--- Entries supplied Enclosed Below ---

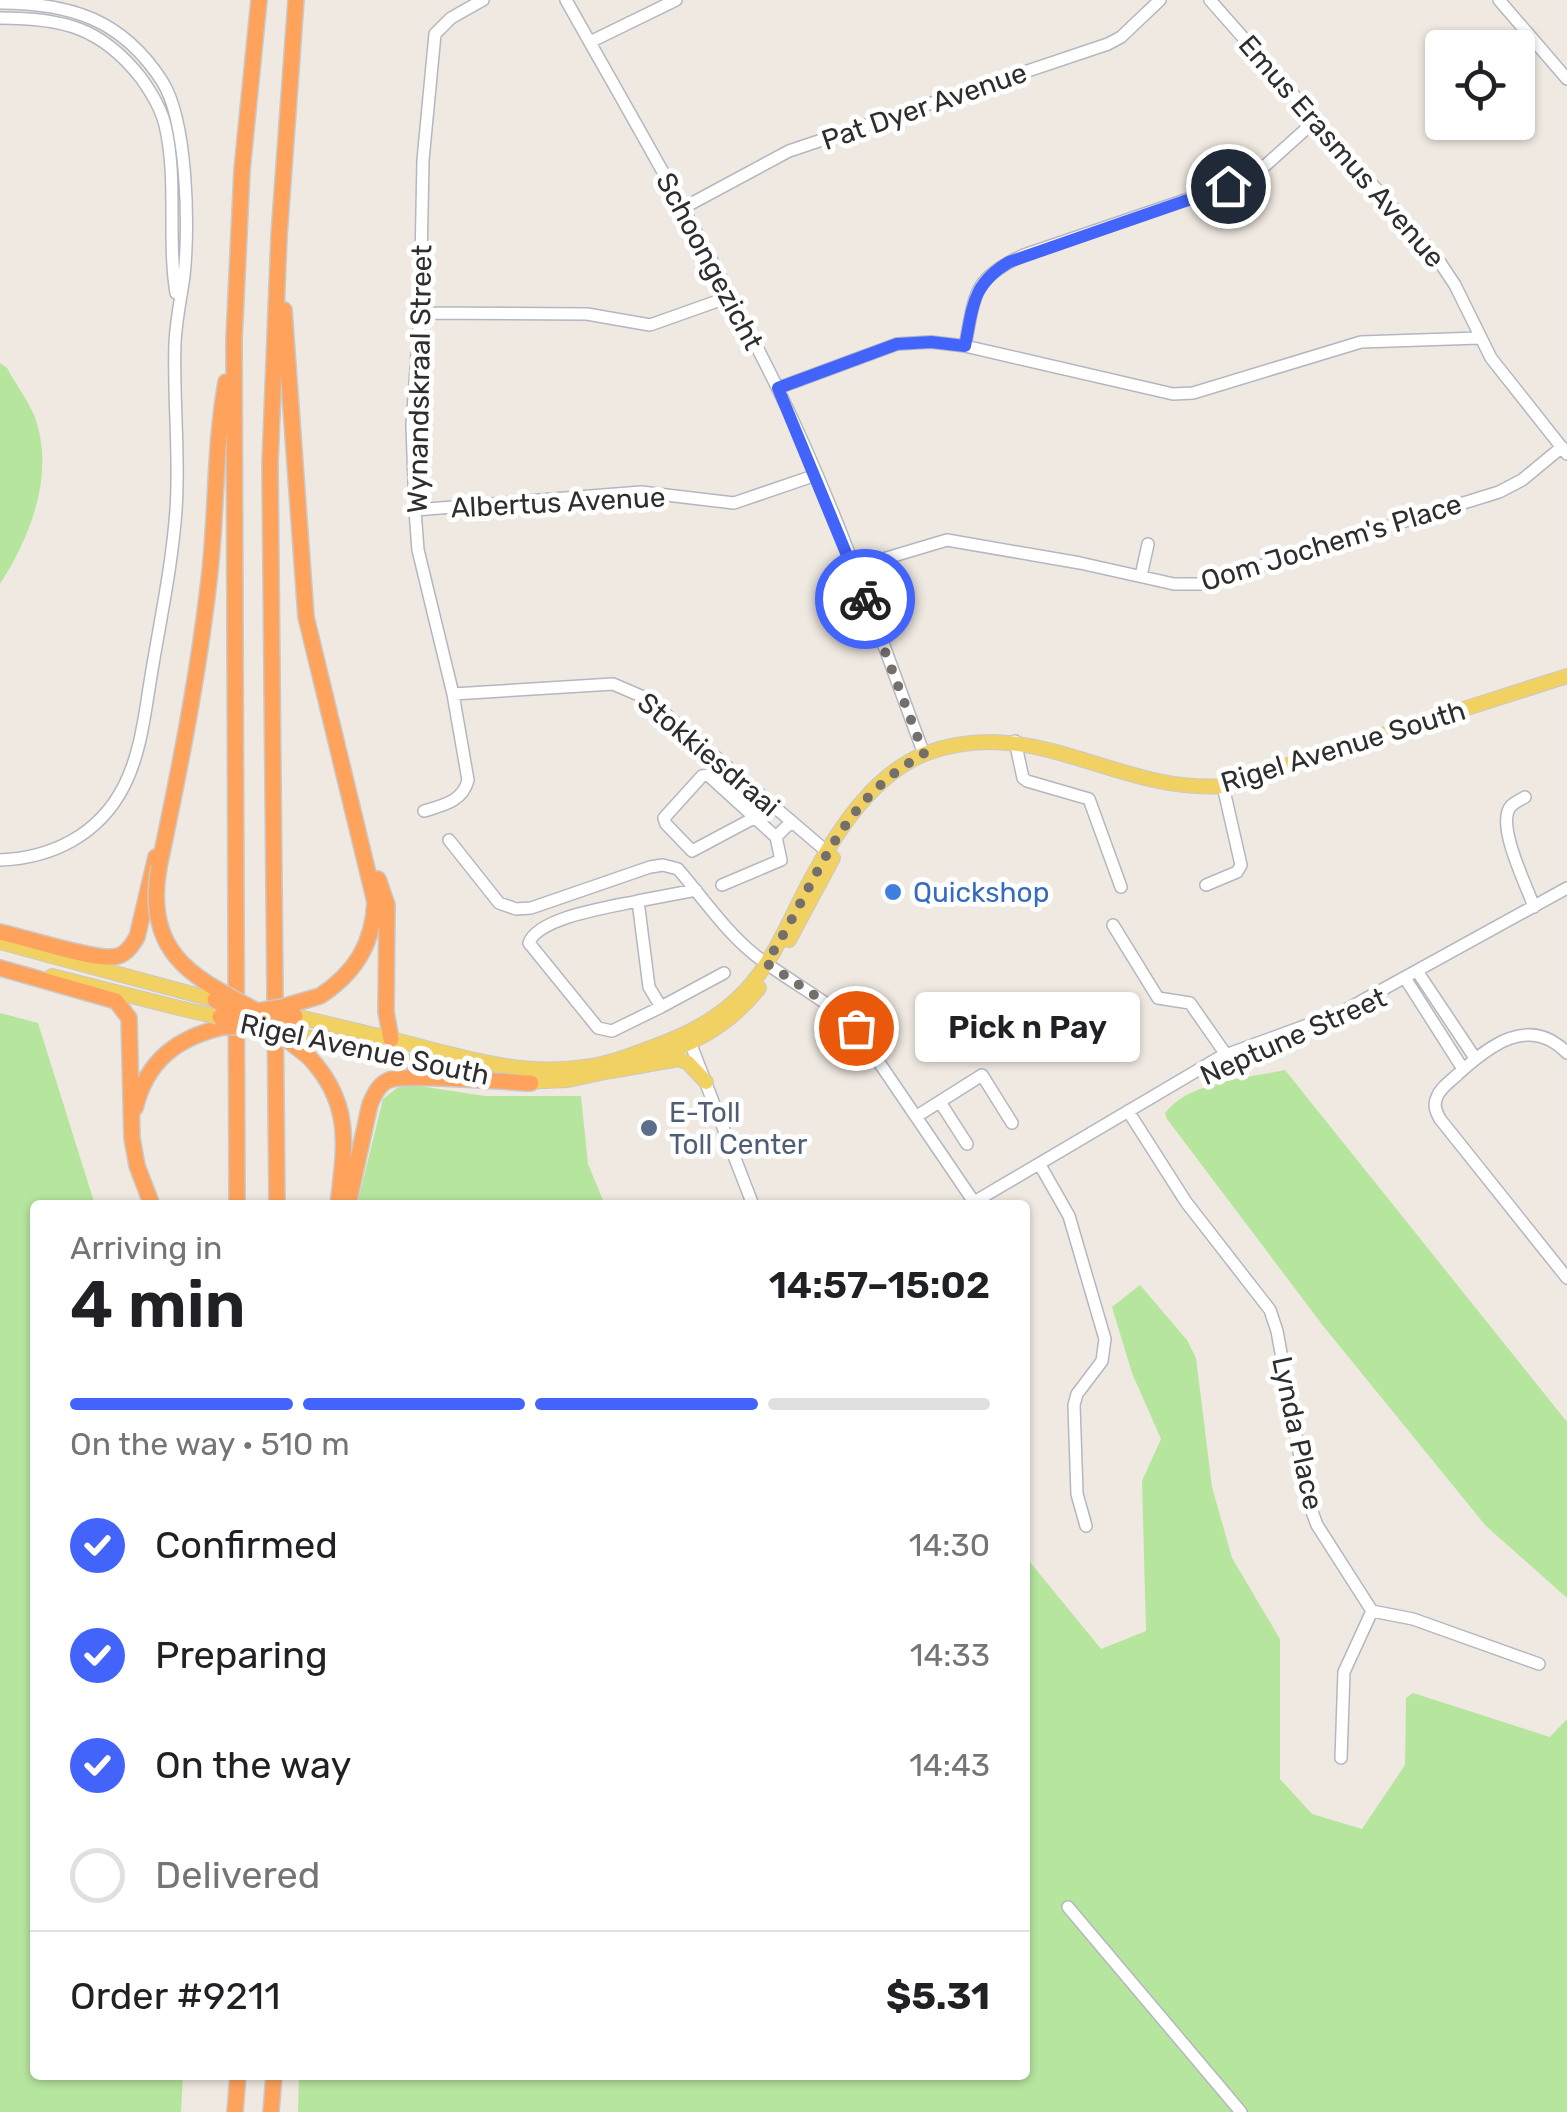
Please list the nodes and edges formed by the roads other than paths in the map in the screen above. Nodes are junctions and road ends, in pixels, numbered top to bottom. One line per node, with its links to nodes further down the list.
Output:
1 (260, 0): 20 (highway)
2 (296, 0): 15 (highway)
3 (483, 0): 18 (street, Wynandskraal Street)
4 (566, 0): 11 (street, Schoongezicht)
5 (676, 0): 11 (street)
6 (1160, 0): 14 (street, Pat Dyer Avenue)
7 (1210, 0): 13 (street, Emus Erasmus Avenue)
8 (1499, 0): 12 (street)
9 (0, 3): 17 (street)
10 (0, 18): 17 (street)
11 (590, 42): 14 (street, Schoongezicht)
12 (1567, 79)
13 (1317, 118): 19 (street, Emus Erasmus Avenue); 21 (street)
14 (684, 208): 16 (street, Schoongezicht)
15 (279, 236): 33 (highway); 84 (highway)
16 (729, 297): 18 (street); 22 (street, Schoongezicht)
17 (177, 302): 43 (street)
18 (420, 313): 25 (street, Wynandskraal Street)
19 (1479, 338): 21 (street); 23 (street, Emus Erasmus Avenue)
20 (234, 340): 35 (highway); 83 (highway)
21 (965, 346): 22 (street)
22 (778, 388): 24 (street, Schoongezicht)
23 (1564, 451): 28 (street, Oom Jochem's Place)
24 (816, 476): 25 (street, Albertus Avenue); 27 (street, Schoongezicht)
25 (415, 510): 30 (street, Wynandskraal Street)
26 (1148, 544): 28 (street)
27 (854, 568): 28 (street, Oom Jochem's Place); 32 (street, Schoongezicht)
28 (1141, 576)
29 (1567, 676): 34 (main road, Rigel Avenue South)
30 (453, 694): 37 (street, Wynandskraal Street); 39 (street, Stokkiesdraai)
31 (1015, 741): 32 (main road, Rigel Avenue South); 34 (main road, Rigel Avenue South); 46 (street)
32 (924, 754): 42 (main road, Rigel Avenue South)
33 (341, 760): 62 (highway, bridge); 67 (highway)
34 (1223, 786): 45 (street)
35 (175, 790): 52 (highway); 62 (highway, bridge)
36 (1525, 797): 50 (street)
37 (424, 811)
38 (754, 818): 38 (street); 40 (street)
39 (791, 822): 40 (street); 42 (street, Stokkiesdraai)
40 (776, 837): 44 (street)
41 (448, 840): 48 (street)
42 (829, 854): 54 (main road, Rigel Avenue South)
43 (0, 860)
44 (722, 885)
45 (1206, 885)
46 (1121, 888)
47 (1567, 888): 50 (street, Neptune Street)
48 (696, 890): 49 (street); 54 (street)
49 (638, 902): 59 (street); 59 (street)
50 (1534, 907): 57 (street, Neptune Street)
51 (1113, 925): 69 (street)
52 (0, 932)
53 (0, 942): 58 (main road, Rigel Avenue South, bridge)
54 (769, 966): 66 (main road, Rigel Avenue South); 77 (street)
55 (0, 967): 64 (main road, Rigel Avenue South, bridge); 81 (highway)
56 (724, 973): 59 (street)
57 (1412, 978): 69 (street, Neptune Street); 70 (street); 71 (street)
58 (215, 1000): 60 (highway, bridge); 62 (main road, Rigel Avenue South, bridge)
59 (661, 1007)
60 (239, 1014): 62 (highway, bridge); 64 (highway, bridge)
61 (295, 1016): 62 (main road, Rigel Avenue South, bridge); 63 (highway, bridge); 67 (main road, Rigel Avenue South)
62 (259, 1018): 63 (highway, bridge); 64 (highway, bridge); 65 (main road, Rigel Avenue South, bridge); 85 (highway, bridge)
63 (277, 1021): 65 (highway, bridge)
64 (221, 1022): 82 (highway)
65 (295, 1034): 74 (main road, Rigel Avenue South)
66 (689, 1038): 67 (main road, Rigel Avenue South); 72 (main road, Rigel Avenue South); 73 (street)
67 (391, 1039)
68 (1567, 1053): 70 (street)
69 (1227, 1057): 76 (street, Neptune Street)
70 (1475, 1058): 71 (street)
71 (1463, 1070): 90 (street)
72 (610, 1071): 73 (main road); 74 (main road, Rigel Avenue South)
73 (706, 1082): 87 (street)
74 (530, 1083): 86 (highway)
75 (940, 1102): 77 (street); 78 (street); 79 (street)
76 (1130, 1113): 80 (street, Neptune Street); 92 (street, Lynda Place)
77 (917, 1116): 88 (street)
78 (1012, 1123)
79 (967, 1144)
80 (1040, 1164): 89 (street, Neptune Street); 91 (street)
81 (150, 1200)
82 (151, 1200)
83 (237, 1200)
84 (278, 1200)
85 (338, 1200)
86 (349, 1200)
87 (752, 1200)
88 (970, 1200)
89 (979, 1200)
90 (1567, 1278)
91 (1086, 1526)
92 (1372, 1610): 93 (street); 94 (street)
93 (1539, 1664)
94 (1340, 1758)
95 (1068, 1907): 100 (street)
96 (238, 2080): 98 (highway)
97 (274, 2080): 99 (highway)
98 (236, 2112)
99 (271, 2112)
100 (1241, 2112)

--- End of Enclosed Entries supplied ---

Could you give all of the data again exactly as written, omitting any pictures?

Please list the nodes and edges formed by the roads other than paths in the map in the screen above. Nodes are junctions and road ends, in pixels, numbered top to bottom. One line per node, with its links to nodes further down the list.
Output:
1 (260, 0): 20 (highway)
2 (296, 0): 15 (highway)
3 (483, 0): 18 (street, Wynandskraal Street)
4 (566, 0): 11 (street, Schoongezicht)
5 (676, 0): 11 (street)
6 (1160, 0): 14 (street, Pat Dyer Avenue)
7 (1210, 0): 13 (street, Emus Erasmus Avenue)
8 (1499, 0): 12 (street)
9 (0, 3): 17 (street)
10 (0, 18): 17 (street)
11 (590, 42): 14 (street, Schoongezicht)
12 (1567, 79)
13 (1317, 118): 19 (street, Emus Erasmus Avenue); 21 (street)
14 (684, 208): 16 (street, Schoongezicht)
15 (279, 236): 33 (highway); 84 (highway)
16 (729, 297): 18 (street); 22 (street, Schoongezicht)
17 (177, 302): 43 (street)
18 (420, 313): 25 (street, Wynandskraal Street)
19 (1479, 338): 21 (street); 23 (street, Emus Erasmus Avenue)
20 (234, 340): 35 (highway); 83 (highway)
21 (965, 346): 22 (street)
22 (778, 388): 24 (street, Schoongezicht)
23 (1564, 451): 28 (street, Oom Jochem's Place)
24 (816, 476): 25 (street, Albertus Avenue); 27 (street, Schoongezicht)
25 (415, 510): 30 (street, Wynandskraal Street)
26 (1148, 544): 28 (street)
27 (854, 568): 28 (street, Oom Jochem's Place); 32 (street, Schoongezicht)
28 (1141, 576)
29 (1567, 676): 34 (main road, Rigel Avenue South)
30 (453, 694): 37 (street, Wynandskraal Street); 39 (street, Stokkiesdraai)
31 (1015, 741): 32 (main road, Rigel Avenue South); 34 (main road, Rigel Avenue South); 46 (street)
32 (924, 754): 42 (main road, Rigel Avenue South)
33 (341, 760): 62 (highway, bridge); 67 (highway)
34 (1223, 786): 45 (street)
35 (175, 790): 52 (highway); 62 (highway, bridge)
36 (1525, 797): 50 (street)
37 (424, 811)
38 (754, 818): 38 (street); 40 (street)
39 (791, 822): 40 (street); 42 (street, Stokkiesdraai)
40 (776, 837): 44 (street)
41 (448, 840): 48 (street)
42 (829, 854): 54 (main road, Rigel Avenue South)
43 (0, 860)
44 (722, 885)
45 (1206, 885)
46 (1121, 888)
47 (1567, 888): 50 (street, Neptune Street)
48 (696, 890): 49 (street); 54 (street)
49 (638, 902): 59 (street); 59 (street)
50 (1534, 907): 57 (street, Neptune Street)
51 (1113, 925): 69 (street)
52 (0, 932)
53 (0, 942): 58 (main road, Rigel Avenue South, bridge)
54 (769, 966): 66 (main road, Rigel Avenue South); 77 (street)
55 (0, 967): 64 (main road, Rigel Avenue South, bridge); 81 (highway)
56 (724, 973): 59 (street)
57 (1412, 978): 69 (street, Neptune Street); 70 (street); 71 (street)
58 (215, 1000): 60 (highway, bridge); 62 (main road, Rigel Avenue South, bridge)
59 (661, 1007)
60 (239, 1014): 62 (highway, bridge); 64 (highway, bridge)
61 (295, 1016): 62 (main road, Rigel Avenue South, bridge); 63 (highway, bridge); 67 (main road, Rigel Avenue South)
62 (259, 1018): 63 (highway, bridge); 64 (highway, bridge); 65 (main road, Rigel Avenue South, bridge); 85 (highway, bridge)
63 (277, 1021): 65 (highway, bridge)
64 (221, 1022): 82 (highway)
65 (295, 1034): 74 (main road, Rigel Avenue South)
66 (689, 1038): 67 (main road, Rigel Avenue South); 72 (main road, Rigel Avenue South); 73 (street)
67 (391, 1039)
68 (1567, 1053): 70 (street)
69 (1227, 1057): 76 (street, Neptune Street)
70 (1475, 1058): 71 (street)
71 (1463, 1070): 90 (street)
72 (610, 1071): 73 (main road); 74 (main road, Rigel Avenue South)
73 (706, 1082): 87 (street)
74 (530, 1083): 86 (highway)
75 (940, 1102): 77 (street); 78 (street); 79 (street)
76 (1130, 1113): 80 (street, Neptune Street); 92 (street, Lynda Place)
77 (917, 1116): 88 (street)
78 (1012, 1123)
79 (967, 1144)
80 (1040, 1164): 89 (street, Neptune Street); 91 (street)
81 (150, 1200)
82 (151, 1200)
83 (237, 1200)
84 (278, 1200)
85 (338, 1200)
86 (349, 1200)
87 (752, 1200)
88 (970, 1200)
89 (979, 1200)
90 (1567, 1278)
91 (1086, 1526)
92 (1372, 1610): 93 (street); 94 (street)
93 (1539, 1664)
94 (1340, 1758)
95 (1068, 1907): 100 (street)
96 (238, 2080): 98 (highway)
97 (274, 2080): 99 (highway)
98 (236, 2112)
99 (271, 2112)
100 (1241, 2112)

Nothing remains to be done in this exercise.